Umbria bölgesinin başşehriPerugia; Toscana bölgesindeki hemen her şehir gibi bir tepe üzerinde kurulmuş, yeni şehir ise aşağıda Tiber Nehri kenarında gelişmiş. Otelimize ulaşmak için epey tırmanıyoruz. Şehrin en tepe noktasında “tarihi eski şehrin merkezinde” restoran ve cafelere yürüyüş mesafesinde, güzel bir konumda ve 5 yıldızlı tarihi bir otel “Brufani Palace”.
Eski şehir ve 14. ve 15. yüzyıla ait tarihi binalar ihtişamlı, oldukça eski, ama birçoğu oldukça bakımsız ve tarih yorgunu olsa da dönemin sanat ve güzelliğini yansıtıyor. The Cathedral of S. Lorenzo, San Domenico, Dei Priori Palace, Vecchia Üniversite Binası şehrin en ünlü ve ihrişamlı yapılarından… Meydandaki 13. yüzyılda yapılmış olan çeşme “Fontana Maggiore” Ortaçağ İtalyan heykellerine güzel bir örnek.
Perugia’nın tarihi Etrüsk döneme kadar uzanıyor. Dönemin en eski Etrüsk ve üniversite şehri, şimdilerde ise İtalya’nın kültür ve tarihi bir sanat merkezi.
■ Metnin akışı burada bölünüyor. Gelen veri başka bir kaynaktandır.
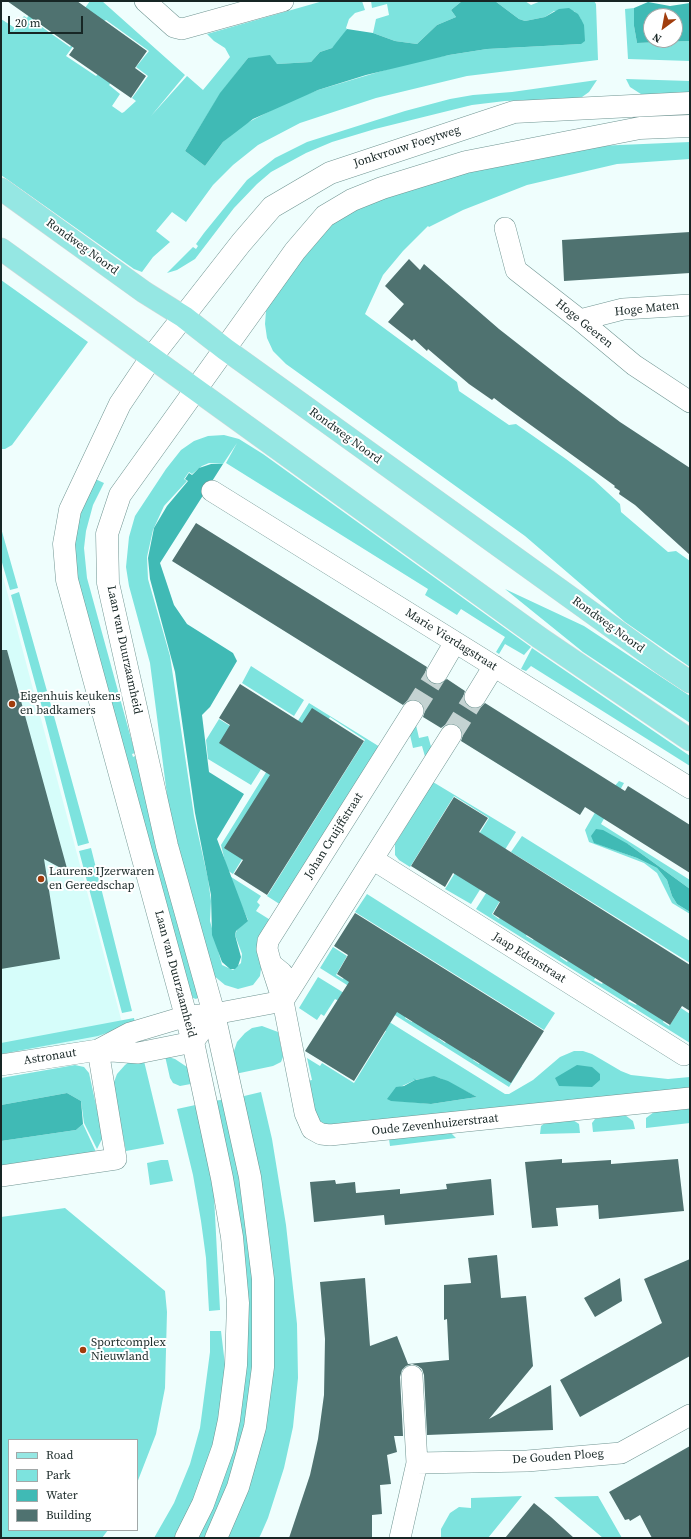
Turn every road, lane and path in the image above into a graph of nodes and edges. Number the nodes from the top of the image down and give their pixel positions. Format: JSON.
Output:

Rönesans dönemi İtalyan ressamı ve Raffaello Santi'nin ustası, Perugino adıyla bilinen resim hocası Pietro Perugino ile ünlü ressam Pinturicchio ve ünlü mimar Galeazzo Alessi Perugia'da yaşamışlar.
Perugia’nın bir başka özelliğinden de söz etmeliyim… Çikolata sever misiniz? Kim sevmez ki… Bir de kilo yapmasa : ) Burası çikolata severler için bir cennet, zira şehir çikolatası ile ünlenmiş. Perugina firmasının ünlü Baci (öpücük) çikolatası buarada üretiliyor ve İtalya’nın en ünlü çikolatası. Artık ülkemizde her marka çikolata bulunuyor ama yapıldığı yerde yemek daha mı lezzetli, daha mı taze bilmiyorum. Ama pasta, şarap, tiramisu derken bir de çikolata… Bakalım kaç kiloyla döneceğiz. Neyse ki gezimizin bitmesine 2 gün var, Toscana yazı dizimin de sonuna gelmek üzereyiz.